Chicago-area universities fall short on faculty diversity

CHICAGO (WLS) — For students Alex Jackson and Lily Ng, having teachers of color is especially meaningful.

“While it’s cliché that representation matters, it really does,” said Jackson, who is a doctoral candidate at DePaul University.

“The experience is much more personal and enjoyable if it’s someone I feel I can relate to,” said Ng, who is a student at Northwestern University.

Experts say a diverse faculty can positively impact success for students of color, but it doesn’t stop there

“All students benefit from the faculty of color, not just students of color,” said Jose Garcia of the Illinois Council on Higher Education.

However, at some Chicago-area universities, faculty does not reflect student enrollment. In some cases, faculty demographics do not match.

“I had black educators in high school and elementary school. So I wonder where are they at the higher education level?” Jackson wondered.

The ABC7 data team requested demographic information about students and faculty at some of the largest universities in and around Chicago. We also looked at student demographics from the Illinois Council on Higher Education.

Our analysis found that at Northern Illinois, Northwestern, Loyola, and the University of Illinois at Chicago, the percentage of students of color is much higher than the percentage of nonwhite faculty.

At NIU, 46% of students are non-white. But people of color make up just 22% of the faculty.

At Northwestern, 35% of students are non-white. The university does not provide aggregate faculty demographic information, but breaks it down by school. The School of Journalism has the most diverse teaching staff: 27% people of color.

Loyola University reports that 39% of students are non-white, but only 21% of faculty are non-white.

Of the schools in our analysis, UIC is the most diverse. People of color make up approximately 57% of UIC’s student body and 33% of faculty.

However, while 28% of UIC students identify as Hispanic, Hispanic faculty make up only 7% of the teaching staff.

Professor Héctor García Chávez does not work at UIC, but said universities need to improve the recruitment of Hispanic professors.

“There are other diverse candidates out there, but what happens when hiring practices don’t reflect the world we live in,” he said.

Local universities say they are actively working to recruit and retain faculty from underrepresented groups with various programs and grants.

UIC has a Bridge to Faculty program, which is designed to increase faculty diversity.
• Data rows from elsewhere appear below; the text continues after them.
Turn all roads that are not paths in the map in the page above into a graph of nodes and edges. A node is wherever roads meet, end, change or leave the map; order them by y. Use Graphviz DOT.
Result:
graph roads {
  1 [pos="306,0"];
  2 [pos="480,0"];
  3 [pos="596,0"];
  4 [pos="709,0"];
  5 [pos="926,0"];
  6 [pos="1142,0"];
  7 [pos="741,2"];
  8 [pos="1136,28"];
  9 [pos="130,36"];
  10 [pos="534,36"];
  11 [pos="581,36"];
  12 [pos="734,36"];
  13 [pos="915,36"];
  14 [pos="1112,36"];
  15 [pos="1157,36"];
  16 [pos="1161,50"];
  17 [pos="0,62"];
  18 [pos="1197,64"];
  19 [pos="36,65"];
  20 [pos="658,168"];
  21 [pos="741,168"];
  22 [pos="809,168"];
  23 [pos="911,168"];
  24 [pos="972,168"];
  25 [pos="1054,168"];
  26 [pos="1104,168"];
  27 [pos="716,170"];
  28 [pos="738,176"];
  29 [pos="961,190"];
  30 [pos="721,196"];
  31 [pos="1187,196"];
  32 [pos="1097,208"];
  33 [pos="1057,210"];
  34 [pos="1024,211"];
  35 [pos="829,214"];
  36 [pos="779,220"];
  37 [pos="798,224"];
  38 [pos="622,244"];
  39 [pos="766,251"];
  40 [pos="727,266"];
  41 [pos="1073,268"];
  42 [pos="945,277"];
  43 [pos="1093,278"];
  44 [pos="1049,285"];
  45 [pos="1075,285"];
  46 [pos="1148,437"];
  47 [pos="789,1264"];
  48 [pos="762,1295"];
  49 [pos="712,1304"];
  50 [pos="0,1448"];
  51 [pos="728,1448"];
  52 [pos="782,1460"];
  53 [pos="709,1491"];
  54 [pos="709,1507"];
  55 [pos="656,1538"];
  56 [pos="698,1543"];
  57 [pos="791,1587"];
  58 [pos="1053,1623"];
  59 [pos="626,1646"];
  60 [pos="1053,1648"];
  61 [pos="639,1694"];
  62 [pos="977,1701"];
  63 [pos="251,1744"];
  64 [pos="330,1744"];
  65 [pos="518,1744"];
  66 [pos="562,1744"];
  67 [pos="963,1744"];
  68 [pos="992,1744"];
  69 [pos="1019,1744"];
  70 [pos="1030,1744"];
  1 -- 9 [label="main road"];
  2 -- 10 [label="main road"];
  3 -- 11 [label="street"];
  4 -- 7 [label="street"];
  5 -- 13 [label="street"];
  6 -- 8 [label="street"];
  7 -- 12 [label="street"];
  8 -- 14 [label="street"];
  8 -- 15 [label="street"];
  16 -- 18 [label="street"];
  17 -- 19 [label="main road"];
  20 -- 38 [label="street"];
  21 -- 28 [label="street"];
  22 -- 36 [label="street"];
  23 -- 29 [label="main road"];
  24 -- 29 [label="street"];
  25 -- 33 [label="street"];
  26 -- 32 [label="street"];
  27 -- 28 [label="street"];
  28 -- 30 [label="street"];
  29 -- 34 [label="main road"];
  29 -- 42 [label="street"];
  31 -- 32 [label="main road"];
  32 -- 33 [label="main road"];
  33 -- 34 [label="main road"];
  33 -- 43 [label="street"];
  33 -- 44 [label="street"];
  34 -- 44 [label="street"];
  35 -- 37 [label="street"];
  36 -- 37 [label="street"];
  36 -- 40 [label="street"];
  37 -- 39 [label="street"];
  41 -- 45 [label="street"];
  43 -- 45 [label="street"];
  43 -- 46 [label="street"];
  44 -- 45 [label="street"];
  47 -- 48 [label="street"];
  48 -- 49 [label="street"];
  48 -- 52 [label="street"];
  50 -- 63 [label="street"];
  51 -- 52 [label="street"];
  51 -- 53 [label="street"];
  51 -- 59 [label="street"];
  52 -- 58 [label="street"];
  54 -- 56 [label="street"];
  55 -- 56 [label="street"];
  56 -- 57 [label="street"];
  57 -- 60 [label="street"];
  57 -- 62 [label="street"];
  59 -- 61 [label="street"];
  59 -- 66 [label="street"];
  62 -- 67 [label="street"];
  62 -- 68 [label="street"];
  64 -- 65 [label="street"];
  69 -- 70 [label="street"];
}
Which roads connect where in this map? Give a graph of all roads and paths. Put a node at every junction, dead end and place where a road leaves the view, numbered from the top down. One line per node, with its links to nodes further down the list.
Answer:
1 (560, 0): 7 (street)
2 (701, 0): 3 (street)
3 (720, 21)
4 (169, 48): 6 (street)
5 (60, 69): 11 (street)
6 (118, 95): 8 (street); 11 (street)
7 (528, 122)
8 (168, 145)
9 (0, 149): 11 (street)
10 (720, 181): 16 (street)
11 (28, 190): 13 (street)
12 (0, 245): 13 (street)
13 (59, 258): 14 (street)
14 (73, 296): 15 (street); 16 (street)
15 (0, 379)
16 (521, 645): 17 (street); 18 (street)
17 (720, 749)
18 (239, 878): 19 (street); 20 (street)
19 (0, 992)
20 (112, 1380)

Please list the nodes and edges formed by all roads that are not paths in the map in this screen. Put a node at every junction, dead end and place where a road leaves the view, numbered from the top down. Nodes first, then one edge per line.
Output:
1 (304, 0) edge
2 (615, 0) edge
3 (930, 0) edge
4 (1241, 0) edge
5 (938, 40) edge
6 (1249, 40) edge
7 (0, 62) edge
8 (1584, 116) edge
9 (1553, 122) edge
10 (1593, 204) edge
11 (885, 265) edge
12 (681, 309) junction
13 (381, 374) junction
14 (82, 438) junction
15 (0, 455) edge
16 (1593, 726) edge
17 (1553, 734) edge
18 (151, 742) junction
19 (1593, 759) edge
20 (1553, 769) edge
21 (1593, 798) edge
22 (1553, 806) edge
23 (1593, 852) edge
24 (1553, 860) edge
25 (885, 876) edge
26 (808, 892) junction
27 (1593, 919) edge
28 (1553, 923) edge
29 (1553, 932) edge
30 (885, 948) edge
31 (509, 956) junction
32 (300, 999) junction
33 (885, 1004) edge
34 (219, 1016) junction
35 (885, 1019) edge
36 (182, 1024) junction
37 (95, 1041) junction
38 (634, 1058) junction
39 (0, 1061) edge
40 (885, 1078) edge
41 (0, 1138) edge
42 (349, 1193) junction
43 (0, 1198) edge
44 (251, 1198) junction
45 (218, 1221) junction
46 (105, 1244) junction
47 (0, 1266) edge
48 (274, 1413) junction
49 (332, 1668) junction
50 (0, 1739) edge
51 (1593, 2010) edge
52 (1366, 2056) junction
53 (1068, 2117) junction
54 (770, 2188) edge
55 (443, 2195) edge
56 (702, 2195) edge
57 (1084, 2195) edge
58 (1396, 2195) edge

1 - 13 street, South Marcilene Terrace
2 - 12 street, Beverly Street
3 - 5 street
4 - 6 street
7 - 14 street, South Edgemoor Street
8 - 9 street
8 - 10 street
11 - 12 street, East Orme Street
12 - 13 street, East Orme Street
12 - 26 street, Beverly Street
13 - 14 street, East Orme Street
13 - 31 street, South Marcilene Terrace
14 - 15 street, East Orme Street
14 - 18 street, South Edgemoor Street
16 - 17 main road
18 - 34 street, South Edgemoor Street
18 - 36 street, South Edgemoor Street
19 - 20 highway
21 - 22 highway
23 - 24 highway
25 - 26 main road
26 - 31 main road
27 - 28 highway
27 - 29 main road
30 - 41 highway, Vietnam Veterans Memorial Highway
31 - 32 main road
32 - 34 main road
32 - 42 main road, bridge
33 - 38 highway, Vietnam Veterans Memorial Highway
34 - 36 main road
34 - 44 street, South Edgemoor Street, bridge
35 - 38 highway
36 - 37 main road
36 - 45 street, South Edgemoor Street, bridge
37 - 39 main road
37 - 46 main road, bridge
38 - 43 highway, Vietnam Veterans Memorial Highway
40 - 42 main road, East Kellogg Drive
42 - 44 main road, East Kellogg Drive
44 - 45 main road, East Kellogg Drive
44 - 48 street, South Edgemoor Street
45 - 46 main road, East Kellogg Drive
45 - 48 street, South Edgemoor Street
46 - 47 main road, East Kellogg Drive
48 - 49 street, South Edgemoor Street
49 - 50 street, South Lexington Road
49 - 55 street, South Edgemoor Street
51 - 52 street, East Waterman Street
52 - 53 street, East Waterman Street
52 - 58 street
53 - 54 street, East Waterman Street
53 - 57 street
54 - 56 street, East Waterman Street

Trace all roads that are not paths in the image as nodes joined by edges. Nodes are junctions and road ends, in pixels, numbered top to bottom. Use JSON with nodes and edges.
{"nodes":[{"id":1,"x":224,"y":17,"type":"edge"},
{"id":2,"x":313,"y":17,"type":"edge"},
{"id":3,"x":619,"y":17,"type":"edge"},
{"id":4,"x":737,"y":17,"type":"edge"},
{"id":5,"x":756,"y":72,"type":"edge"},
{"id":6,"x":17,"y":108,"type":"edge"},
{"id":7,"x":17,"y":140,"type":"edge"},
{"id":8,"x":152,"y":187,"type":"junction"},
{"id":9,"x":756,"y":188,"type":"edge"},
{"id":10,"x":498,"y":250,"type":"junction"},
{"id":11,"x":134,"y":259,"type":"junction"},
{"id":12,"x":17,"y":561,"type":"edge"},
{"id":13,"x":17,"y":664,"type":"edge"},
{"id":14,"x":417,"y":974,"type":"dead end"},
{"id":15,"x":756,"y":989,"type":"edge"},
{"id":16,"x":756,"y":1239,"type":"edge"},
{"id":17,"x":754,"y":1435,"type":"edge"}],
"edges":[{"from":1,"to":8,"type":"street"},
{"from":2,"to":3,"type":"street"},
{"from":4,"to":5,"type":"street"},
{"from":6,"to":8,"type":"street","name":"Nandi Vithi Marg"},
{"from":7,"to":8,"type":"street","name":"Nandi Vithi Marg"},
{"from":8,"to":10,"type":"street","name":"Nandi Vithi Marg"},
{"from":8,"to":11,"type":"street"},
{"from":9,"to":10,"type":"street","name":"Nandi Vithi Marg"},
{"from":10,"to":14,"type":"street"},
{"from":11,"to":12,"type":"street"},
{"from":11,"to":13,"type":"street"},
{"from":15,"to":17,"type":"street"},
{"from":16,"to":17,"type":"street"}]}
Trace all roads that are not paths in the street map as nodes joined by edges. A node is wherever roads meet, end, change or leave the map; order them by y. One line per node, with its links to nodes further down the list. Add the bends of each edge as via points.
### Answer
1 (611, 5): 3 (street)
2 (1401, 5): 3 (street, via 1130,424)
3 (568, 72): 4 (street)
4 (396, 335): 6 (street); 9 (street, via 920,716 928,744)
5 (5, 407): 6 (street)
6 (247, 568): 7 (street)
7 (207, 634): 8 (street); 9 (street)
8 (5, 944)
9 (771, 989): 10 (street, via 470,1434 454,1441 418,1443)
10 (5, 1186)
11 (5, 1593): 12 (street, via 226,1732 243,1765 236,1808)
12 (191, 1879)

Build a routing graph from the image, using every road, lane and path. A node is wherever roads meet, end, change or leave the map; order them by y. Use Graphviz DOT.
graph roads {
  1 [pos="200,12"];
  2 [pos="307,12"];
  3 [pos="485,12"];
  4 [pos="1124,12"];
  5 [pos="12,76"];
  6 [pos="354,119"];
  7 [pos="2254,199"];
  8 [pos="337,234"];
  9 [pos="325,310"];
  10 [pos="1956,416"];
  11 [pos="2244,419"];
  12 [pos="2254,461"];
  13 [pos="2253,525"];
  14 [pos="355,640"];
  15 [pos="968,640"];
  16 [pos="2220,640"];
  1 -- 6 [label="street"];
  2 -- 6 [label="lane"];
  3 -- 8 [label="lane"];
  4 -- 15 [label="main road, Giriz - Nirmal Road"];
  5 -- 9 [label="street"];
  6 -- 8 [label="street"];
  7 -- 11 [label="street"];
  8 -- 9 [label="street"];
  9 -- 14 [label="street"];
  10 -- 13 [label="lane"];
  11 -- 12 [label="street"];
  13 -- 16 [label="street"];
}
It is now in its third year with 35 fellows, and 10 of the original cohort have joined UIC as faculty, according to UIC officials.

“It will take time, but we have to walk away and walk away from different angles,” said Aisha El-Amin, UIC Associate Vice-Chancellor for Equity and Membership.

In June, Loyola University announced the largest individual gift in institutional history of $100 million from John and Kathy Schreiber.

It will fund full scholarships, room and board, and an array of comprehensive support services for aspiring Black, Latino, first-generation, and other ethnically and racially diverse students who are historically underrepresented in higher education, the university said in a statement.

The University of Chicago and DePaul University did not share their faculty demographics with ABC7.

But DePaul spokeswoman Mary Hansen said in a statement, “We believe a diverse community is essential to preparing students to tackle the complexity of today’s world, and we aim to recruit and retain faculty and staff to reflect the rich and vibrant diversity of our Student Council.”

Earlier this year, Governor JB Pritzker signed a higher education bill that requires all public universities and community colleges to develop and implement equity plans, including the diversity of their corps. professorial.

The state also increased funding for the Diversifying Higher Education Faculty in Illinois program, which provides scholarships to students from underrepresented groups pursuing higher education.

“In order to have more teachers of color, we need to keep more students of color in the education system,” Garcia said.

Still, graduate student DePaul says some people of color may be reluctant to pursue an academic career due to a lack of diversity.

“It makes you wonder if it’s doable,” Jackson.